[Start of section]

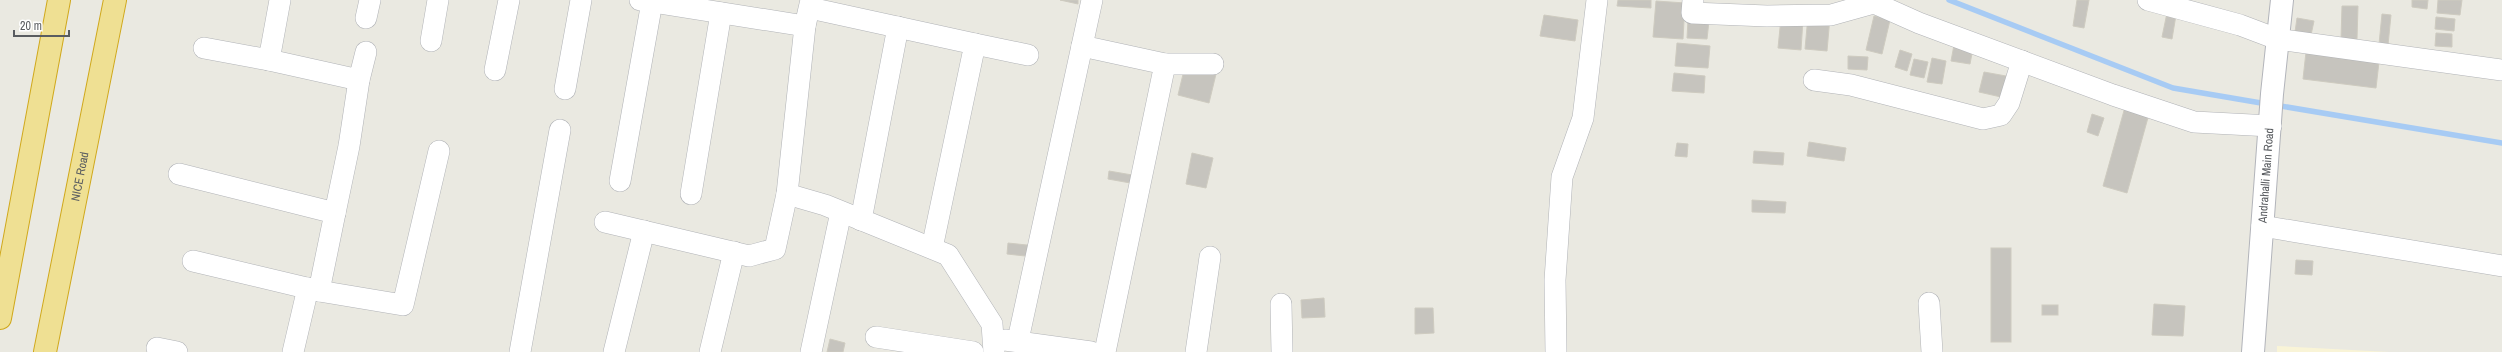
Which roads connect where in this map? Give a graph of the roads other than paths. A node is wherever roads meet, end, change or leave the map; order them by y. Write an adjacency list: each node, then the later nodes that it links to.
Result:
1 (59, 0): 55 (highway)
2 (115, 0): 59 (highway, NICE Road)
3 (280, 0): 25 (street)
4 (438, 0): 19 (street)
5 (509, 0): 29 (street)
6 (581, 0): 33 (street)
7 (1092, 0): 21 (street)
8 (1597, 0): 70 (street)
9 (1693, 0): 14 (street)
10 (2148, 0): 18 (street)
11 (2282, 0): 18 (main road, Andrahalli Main Road)
12 (646, 1): 16 (street); 38 (street)
13 (1872, 2): 14 (street); 26 (street)
14 (1768, 8)
15 (808, 11): 16 (street); 17 (street); 40 (street)
16 (721, 13): 39 (street)
17 (898, 27): 20 (street); 43 (street)
18 (2277, 39): 30 (street); 34 (main road, Andrahalli Main Road)
19 (432, 41)
20 (975, 44): 24 (street); 47 (street)
21 (1082, 46): 27 (street); 57 (street)
22 (204, 48): 25 (street)
23 (366, 52): 31 (street)
24 (1028, 55)
25 (269, 60): 31 (street)
26 (2022, 61): 32 (street); 34 (street)
27 (1165, 64): 28 (street); 67 (street)
28 (1213, 64)
29 (495, 70)
30 (2502, 70)
31 (359, 80): 42 (street)
32 (1814, 80)
33 (564, 89)
34 (2271, 111): 45 (main road, Andrahalli Main Road)
35 (560, 130): 61 (street)
36 (440, 152): 52 (street)
37 (179, 174): 42 (street)
38 (620, 181)
39 (691, 194)
40 (787, 194): 41 (street); 48 (street)
41 (841, 212): 43 (street); 64 (street)
42 (335, 213): 52 (street)
43 (861, 220): 47 (street)
44 (605, 222): 46 (street)
45 (2262, 226): 51 (street); 72 (main road, Andrahalli Main Road)
46 (644, 231): 48 (street); 62 (street)
47 (932, 248): 58 (street)
48 (734, 252): 63 (street)
49 (1210, 257): 68 (street)
50 (193, 261): 52 (street)
51 (2502, 266)
52 (314, 290): 60 (street)
53 (1929, 303): 71 (street)
54 (1281, 304): 69 (street)
55 (0, 318)
56 (876, 337): 65 (street)
57 (1018, 340): 58 (street); 66 (street)
58 (993, 346)
59 (45, 352)
60 (293, 352)
61 (520, 352)
62 (614, 352)
63 (710, 352)
64 (811, 352)
65 (973, 352)
66 (1091, 352)
67 (1106, 352)
68 (1196, 352)
69 (1282, 352)
70 (1556, 352)
71 (1932, 352)
72 (2253, 352)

[End of section]

EXERCISE GOAL: Which of the lines above mention the word "Main"? Pull those lines out.

ANSWER TO THIS EXERCISE:
11 (2282, 0): 18 (main road, Andrahalli Main Road)
18 (2277, 39): 30 (street); 34 (main road, Andrahalli Main Road)
34 (2271, 111): 45 (main road, Andrahalli Main Road)
45 (2262, 226): 51 (street); 72 (main road, Andrahalli Main Road)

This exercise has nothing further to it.